* _What you need to do_: Find the lines below that include the word "Lincoln" and state how many there are, adding nothing.

Saved data entries:

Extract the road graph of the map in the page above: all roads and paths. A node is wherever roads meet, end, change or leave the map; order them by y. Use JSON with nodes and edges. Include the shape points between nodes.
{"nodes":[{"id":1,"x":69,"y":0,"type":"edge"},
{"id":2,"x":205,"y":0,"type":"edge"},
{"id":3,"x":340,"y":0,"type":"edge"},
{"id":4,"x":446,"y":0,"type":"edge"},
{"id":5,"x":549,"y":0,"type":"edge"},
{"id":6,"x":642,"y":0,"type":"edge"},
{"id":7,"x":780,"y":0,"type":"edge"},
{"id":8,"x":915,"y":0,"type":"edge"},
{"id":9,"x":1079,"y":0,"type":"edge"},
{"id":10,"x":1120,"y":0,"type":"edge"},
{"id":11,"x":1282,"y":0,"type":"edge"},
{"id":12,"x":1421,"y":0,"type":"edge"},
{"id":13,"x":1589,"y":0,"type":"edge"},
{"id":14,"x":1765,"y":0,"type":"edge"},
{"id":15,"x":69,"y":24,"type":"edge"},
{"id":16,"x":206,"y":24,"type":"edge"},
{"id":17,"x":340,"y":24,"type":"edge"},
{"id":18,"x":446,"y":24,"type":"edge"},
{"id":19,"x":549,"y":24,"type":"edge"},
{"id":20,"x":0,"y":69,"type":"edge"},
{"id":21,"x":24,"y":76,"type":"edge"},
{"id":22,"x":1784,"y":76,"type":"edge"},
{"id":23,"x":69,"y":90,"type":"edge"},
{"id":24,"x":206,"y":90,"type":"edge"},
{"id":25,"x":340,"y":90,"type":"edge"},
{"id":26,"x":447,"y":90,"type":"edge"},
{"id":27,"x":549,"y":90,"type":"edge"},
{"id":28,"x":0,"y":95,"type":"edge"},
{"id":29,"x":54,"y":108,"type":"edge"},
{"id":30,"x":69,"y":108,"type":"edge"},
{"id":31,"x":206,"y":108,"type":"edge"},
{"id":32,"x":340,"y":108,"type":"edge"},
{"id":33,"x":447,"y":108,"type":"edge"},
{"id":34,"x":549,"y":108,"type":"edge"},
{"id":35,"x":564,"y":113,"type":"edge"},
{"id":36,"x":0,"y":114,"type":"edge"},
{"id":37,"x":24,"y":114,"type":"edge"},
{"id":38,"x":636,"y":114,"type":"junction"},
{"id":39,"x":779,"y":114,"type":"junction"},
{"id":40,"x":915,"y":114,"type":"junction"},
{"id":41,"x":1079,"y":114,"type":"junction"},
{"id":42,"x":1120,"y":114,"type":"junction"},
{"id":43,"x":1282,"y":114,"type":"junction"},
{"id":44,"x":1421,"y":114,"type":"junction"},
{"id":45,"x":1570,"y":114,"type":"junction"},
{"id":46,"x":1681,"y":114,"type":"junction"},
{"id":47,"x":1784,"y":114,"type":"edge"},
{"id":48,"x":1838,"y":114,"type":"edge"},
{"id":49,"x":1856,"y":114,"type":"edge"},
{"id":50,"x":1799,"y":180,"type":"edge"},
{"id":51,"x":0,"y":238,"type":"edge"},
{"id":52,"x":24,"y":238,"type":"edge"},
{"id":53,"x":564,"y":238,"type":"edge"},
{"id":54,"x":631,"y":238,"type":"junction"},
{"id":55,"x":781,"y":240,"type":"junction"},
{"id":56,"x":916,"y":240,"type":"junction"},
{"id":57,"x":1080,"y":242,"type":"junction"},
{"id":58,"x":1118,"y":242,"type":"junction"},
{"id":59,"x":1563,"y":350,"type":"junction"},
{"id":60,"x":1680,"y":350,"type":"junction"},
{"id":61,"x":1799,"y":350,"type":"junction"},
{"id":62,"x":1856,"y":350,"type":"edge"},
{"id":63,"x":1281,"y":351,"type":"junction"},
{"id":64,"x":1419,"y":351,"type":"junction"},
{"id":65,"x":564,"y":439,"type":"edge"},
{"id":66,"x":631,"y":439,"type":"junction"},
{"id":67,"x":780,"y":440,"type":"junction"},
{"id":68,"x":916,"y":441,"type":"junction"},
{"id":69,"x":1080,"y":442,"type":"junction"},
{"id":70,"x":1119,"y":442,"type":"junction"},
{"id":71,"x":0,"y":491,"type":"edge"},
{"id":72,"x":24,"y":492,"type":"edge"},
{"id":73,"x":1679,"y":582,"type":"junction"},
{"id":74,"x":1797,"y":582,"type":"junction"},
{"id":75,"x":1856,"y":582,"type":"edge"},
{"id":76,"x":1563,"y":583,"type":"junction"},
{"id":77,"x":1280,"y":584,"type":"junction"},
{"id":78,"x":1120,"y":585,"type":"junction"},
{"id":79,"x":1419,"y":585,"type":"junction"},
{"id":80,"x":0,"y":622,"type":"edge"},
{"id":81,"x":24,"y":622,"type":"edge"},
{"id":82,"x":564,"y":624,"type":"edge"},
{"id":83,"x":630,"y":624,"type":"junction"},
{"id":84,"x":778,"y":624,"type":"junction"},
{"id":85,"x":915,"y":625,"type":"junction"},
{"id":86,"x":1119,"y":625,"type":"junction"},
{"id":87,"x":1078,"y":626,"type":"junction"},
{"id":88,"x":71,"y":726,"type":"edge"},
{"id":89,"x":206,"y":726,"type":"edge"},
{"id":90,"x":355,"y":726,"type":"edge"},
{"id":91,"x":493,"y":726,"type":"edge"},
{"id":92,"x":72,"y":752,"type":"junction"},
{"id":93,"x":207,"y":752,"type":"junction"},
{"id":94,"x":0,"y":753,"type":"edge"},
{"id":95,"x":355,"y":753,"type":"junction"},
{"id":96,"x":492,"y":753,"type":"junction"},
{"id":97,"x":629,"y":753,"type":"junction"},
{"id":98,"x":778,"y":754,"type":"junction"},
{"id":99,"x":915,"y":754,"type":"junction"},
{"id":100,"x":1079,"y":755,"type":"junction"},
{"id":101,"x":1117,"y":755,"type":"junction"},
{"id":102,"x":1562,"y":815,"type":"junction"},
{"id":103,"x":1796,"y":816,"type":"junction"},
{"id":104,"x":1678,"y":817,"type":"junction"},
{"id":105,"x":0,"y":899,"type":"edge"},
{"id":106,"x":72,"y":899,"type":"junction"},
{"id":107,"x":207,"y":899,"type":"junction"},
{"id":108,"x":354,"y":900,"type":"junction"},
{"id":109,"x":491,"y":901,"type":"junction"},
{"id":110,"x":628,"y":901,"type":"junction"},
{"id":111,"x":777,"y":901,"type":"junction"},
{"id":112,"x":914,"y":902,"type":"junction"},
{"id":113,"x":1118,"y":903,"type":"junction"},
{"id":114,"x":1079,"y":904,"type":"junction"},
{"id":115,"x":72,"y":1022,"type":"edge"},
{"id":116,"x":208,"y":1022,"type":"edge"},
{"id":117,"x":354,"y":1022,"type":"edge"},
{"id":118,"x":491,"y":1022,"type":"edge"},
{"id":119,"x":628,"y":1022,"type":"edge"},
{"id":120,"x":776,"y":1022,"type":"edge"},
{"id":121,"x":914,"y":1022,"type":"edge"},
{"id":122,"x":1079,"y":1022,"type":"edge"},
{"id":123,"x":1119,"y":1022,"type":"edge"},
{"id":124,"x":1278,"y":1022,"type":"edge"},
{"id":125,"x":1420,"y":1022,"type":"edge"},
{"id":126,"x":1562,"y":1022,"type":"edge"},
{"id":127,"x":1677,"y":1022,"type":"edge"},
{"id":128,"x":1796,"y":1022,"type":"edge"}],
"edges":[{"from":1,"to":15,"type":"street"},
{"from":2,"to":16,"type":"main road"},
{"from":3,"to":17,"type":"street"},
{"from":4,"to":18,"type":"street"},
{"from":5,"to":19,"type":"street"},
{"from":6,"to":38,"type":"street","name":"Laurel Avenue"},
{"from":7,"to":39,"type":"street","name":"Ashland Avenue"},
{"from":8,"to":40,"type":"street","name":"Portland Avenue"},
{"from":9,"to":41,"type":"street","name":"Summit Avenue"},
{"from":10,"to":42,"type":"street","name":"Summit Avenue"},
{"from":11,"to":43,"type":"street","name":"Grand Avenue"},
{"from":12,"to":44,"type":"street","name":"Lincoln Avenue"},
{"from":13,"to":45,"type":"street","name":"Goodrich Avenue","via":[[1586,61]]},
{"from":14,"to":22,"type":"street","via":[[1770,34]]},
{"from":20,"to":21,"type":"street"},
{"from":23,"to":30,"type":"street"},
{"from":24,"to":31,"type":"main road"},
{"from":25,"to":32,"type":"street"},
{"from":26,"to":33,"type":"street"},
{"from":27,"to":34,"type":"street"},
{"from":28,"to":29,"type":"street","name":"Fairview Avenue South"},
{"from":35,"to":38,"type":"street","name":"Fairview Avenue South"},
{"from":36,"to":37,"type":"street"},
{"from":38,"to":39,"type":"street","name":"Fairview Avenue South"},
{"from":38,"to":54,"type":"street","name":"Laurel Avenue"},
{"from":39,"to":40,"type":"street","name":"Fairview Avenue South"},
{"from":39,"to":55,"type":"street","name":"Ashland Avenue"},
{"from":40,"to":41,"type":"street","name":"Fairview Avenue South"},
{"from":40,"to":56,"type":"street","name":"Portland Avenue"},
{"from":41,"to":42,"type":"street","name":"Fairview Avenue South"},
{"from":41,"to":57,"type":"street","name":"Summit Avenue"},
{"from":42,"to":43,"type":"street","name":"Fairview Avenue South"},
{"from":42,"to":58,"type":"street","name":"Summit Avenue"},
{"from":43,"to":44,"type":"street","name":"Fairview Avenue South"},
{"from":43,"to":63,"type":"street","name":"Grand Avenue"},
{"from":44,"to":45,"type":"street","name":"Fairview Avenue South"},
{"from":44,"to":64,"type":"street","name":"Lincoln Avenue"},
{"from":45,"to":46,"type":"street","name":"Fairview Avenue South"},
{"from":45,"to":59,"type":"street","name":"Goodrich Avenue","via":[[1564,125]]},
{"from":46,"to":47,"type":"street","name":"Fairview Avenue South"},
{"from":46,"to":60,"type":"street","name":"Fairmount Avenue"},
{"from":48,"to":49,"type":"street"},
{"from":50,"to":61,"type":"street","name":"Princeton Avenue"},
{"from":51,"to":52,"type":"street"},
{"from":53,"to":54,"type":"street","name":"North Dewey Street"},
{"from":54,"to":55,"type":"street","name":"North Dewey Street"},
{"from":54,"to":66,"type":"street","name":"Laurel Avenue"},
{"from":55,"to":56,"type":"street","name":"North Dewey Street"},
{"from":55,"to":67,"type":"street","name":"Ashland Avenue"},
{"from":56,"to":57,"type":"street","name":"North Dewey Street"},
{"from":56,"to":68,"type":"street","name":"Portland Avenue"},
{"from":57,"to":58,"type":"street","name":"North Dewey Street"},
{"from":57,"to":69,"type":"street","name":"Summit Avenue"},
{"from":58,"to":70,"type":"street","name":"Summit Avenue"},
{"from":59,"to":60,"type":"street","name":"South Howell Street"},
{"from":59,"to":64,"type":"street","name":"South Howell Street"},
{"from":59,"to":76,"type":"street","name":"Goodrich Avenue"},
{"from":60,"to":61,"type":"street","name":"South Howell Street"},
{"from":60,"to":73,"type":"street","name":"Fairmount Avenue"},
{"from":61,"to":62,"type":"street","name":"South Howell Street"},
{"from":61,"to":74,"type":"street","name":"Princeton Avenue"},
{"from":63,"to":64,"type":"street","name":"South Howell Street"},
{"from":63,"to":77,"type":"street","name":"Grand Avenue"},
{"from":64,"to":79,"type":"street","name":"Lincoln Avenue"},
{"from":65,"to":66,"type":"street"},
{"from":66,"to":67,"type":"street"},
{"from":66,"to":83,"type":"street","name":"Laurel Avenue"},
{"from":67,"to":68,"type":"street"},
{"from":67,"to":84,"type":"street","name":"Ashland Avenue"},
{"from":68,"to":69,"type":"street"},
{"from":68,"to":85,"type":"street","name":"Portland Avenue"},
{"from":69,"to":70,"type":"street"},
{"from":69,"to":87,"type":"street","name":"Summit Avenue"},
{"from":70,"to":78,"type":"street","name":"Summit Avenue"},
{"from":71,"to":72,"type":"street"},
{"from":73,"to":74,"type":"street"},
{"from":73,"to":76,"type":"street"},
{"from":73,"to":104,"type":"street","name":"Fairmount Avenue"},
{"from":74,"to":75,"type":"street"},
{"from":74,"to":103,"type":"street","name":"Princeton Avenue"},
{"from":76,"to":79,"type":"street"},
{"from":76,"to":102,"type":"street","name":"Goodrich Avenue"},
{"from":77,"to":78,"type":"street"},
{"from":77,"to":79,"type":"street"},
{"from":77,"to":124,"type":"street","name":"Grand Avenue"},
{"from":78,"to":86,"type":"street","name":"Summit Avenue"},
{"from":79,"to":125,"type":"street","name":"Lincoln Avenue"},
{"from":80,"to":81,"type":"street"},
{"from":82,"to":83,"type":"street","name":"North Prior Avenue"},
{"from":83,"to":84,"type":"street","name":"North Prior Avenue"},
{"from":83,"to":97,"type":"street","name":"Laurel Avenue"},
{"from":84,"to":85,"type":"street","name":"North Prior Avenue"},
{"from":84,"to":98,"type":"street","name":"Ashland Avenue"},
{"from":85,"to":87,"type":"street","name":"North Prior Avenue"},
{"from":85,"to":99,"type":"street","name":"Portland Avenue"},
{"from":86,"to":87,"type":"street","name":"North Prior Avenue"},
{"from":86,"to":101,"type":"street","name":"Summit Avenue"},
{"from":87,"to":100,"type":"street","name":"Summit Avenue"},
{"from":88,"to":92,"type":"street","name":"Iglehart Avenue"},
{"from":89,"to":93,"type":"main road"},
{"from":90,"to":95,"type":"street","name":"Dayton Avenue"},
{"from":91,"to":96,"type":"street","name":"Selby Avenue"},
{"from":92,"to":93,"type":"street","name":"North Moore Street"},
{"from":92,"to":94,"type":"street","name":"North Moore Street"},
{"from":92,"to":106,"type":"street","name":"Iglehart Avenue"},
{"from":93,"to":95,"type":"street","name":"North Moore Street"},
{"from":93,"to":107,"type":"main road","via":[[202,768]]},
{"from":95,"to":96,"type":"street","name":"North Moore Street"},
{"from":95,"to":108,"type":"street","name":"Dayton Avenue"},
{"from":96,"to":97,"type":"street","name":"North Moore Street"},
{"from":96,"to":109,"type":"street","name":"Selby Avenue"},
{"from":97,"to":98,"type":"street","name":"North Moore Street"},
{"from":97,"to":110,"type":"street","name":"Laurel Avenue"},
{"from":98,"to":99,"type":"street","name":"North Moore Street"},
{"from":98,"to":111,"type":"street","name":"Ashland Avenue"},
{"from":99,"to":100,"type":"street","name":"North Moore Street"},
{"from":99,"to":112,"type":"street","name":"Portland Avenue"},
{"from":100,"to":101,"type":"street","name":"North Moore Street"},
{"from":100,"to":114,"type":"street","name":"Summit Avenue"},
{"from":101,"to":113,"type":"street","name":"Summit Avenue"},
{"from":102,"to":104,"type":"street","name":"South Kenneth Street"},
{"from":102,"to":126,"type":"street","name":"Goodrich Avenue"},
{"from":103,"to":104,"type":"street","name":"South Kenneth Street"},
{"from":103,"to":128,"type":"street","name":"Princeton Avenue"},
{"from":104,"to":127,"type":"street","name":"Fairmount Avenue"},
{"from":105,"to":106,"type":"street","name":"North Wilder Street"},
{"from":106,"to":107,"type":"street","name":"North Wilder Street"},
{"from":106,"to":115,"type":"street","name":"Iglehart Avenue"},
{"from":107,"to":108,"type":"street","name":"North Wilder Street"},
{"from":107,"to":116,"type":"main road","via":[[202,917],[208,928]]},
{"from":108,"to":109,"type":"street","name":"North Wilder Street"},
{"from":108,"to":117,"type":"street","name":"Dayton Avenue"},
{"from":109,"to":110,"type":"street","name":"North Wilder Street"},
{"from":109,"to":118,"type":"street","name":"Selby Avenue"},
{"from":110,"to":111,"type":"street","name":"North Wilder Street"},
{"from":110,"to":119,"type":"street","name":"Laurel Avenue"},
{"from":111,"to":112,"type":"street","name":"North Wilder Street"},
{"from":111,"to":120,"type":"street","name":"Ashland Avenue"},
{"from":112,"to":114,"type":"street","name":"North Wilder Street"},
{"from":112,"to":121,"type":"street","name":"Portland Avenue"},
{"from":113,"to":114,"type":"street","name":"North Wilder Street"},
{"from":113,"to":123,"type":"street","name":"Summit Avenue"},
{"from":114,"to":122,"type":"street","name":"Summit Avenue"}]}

* _Output for this task_: 4